■ What you will do
Restate word for word the line containing "pinky mcp: (1380, 728)" and all remaining lines of the entries below.

■ Study material
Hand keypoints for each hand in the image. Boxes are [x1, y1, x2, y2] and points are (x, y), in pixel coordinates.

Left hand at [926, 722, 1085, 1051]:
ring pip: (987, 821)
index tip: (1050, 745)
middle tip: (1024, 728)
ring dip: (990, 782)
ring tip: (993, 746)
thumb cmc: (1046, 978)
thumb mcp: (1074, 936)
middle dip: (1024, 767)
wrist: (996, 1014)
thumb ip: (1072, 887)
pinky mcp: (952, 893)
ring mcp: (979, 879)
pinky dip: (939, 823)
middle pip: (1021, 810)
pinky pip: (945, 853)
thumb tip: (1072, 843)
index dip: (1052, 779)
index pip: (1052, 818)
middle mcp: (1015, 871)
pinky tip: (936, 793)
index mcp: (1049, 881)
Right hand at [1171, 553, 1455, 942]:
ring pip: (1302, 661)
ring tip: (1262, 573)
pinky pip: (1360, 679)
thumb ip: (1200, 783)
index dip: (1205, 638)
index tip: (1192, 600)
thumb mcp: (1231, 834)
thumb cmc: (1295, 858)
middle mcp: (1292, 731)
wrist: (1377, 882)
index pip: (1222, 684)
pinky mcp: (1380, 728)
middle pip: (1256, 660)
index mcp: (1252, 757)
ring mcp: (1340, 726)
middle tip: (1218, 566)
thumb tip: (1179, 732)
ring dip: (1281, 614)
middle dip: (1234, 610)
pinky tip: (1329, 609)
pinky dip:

■ Task response
pinky mcp: (1380, 728)
middle pip: (1256, 660)
index mcp: (1252, 757)
ring mcp: (1340, 726)
middle tip: (1218, 566)
thumb tip: (1179, 732)
ring dip: (1281, 614)
middle dip: (1234, 610)
pinky tip: (1329, 609)
pinky dip:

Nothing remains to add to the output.